I pazienti arruolati devono essere stati sottoposti a un'ampia valutazione pre-trapianto per valutare lo stato di remissione, assicurare un'adeguata funzionalità del sistema degli organi e documentare l'assenza di infezioni virali, batteriche e fungine attive. I pazienti devono procedere al trapianto il prima possibile dopo la chemioterapia di reinduzione. I pazienti con ritardi nella terapia dovuti a tossicità o ritardi nell'approvvigionamento di donatori dovrebbero ricevere, se possibile, chemioterapia di mantenimento. I pazienti devono essere programmati per iniziare il regime di preparazione entro 10 giorni dall'arruolamento nello studio. Questo sarà uno studio in 2 parti. La parte A sarà la fase di aumento della dose. Una volta stabilita la MTD e/o la dose sicura/tollerata di clofarabina, la Parte B aumenteranno i pazienti per definire ulteriormente la sopravvivenza libera da eventi, libera da malattia e globale alla MTD o alla dose sicura/tollerata di clofarabina. All'ingresso nello studio durante la Parte A, a ciascun paziente verrà assegnato un livello di dose di clofarabina. Durante la Parte B, verrà utilizzata la MTD stabilita o la dose sicura/tollerata di clofarabina.
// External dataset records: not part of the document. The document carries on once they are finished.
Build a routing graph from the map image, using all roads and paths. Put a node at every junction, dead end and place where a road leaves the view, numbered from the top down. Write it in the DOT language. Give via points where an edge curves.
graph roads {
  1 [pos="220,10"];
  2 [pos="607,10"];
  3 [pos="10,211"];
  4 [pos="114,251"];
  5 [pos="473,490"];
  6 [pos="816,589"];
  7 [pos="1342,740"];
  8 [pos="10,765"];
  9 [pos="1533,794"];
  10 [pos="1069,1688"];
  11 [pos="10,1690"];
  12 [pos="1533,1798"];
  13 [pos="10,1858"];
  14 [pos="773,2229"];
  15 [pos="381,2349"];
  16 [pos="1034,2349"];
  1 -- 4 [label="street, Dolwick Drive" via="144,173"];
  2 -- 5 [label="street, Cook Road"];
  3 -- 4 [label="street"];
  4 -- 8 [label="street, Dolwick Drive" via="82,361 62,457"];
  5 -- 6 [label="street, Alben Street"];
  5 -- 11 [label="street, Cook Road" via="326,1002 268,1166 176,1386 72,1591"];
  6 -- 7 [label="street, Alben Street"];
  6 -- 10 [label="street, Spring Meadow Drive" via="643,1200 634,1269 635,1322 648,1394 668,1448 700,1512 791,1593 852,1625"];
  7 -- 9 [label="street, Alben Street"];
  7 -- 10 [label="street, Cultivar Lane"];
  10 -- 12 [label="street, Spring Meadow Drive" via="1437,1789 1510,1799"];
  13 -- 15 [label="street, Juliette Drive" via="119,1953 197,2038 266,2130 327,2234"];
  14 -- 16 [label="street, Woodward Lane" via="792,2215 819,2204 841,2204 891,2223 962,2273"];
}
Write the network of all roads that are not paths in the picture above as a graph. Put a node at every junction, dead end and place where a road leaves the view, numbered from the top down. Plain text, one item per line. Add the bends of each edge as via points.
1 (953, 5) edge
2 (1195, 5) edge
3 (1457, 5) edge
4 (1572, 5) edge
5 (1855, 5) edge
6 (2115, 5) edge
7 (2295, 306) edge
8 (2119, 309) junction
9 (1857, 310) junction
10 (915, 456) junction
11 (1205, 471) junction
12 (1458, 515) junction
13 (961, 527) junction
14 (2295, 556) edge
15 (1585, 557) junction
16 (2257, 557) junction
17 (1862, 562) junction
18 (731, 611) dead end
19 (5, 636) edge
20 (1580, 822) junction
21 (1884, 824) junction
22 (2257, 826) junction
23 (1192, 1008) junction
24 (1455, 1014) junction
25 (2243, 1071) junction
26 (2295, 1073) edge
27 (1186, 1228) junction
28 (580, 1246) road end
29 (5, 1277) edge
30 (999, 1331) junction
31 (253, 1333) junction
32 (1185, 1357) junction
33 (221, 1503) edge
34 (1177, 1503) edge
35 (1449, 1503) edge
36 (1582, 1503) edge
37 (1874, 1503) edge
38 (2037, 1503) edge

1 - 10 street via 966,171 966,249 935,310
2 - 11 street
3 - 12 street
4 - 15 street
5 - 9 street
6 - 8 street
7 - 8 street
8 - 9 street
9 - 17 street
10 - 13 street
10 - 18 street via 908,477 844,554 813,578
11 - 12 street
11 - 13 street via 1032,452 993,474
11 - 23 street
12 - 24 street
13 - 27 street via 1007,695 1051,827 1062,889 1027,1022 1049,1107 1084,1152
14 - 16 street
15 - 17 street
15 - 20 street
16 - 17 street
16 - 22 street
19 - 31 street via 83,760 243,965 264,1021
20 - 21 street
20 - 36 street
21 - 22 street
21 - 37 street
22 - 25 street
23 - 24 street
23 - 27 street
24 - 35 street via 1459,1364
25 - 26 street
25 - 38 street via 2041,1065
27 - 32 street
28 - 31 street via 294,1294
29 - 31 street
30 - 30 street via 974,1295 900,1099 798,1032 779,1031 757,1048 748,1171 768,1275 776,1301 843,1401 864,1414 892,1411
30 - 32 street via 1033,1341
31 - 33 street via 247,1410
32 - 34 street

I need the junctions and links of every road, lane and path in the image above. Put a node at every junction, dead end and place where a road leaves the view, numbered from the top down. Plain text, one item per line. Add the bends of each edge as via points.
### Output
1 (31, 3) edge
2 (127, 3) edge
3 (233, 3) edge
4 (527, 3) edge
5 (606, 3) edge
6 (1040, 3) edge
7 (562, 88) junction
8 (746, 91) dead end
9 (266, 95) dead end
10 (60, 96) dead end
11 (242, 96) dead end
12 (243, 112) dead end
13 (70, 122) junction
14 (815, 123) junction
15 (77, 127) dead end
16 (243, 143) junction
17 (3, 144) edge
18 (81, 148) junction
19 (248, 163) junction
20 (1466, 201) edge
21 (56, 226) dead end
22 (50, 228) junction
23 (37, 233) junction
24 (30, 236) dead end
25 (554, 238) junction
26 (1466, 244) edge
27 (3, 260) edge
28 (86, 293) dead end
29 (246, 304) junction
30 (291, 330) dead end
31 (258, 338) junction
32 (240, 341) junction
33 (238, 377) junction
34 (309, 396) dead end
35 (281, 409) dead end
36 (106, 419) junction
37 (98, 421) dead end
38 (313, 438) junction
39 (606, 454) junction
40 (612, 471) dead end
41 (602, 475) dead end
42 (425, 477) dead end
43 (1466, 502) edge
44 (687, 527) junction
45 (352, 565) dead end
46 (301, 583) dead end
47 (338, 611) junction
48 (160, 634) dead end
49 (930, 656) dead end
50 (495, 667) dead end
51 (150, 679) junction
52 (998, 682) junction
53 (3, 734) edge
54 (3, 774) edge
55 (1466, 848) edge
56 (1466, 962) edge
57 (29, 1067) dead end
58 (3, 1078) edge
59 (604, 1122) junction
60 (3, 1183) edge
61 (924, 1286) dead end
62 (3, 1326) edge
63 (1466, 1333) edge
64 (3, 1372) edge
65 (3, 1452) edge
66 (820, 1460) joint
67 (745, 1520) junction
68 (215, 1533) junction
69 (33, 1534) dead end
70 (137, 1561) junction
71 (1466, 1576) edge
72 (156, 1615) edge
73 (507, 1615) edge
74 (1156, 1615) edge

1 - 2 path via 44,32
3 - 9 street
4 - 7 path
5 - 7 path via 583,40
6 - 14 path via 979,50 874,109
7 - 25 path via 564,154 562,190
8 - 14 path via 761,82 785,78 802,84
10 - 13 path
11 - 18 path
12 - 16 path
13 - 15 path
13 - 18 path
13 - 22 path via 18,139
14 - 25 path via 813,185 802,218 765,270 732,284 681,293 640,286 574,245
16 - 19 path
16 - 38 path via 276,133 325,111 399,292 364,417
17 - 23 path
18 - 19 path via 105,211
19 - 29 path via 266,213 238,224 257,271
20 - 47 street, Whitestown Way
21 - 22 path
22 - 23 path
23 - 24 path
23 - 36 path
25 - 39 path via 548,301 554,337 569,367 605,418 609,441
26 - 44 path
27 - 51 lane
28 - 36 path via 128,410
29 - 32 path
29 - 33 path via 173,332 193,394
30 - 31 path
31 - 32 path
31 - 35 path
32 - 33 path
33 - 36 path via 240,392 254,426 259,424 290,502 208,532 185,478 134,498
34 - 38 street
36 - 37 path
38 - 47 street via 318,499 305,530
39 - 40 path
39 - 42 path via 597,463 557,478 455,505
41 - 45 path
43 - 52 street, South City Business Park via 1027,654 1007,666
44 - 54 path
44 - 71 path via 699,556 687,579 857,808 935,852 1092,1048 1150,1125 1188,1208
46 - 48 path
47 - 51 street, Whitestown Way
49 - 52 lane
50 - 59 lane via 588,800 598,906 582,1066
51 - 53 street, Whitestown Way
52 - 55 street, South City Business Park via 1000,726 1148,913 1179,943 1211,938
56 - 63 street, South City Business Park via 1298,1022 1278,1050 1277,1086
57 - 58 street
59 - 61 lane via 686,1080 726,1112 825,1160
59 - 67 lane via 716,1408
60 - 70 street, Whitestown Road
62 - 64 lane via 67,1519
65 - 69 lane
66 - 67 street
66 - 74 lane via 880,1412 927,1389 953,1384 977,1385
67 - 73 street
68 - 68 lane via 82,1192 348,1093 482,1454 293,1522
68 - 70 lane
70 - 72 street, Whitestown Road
Nella Parte A questo studio arruolerà pazienti con ALL e ANLL in recidiva, fallimento dell'induzione, CR3 o CR3P e senza precedente AlloSCT. Questi pazienti riceveranno un regime di condizionamento di clofarabina, ARA-C e TBI seguito da AlloSCT. I pazienti inizieranno il loro regime di pre-condizionamento il giorno -10. I pazienti riceveranno ARA-C (3000 mg/m2 [dose totale di ARA-C di 18 g/m2]) ogni giorno nei giorni -10, -9, -8, -7, -6 e -5 e clofarabina (dose assegnata a arruolamento, vedere la sezione 8.2.2 per la tabella di incremento della dose per la Parte A) nei giorni -9, -8, -7, -6 e -5. Nei giorni in cui vengono somministrati sia clofarabina che ARA-C, la clofarabina verrà somministrata come infusione di 2 ore seguita da 4 ore di riposo e quindi ARA-C somministrato come infusione di 3 ore. Il trauma cranico frazionato (200 cGy) verrà somministrato due volte al giorno per 3 giorni nei giorni -4, -3 e -2. L'AlloSCT verrà eseguito il giorno 0. La profilassi GVHD consisterà in tacrolimus e MMF. Nella Parte B, questo studio arruolerà pazienti con ALL o ANLL in CR3 o CR3P e senza precedente AlloSCT. Il regime di precondizionamento sarà lo stesso della Parte A TRANNE che verrà utilizzata la MTD stabilita o la dose sicura/tollerata di clofarabina dalla Parte A.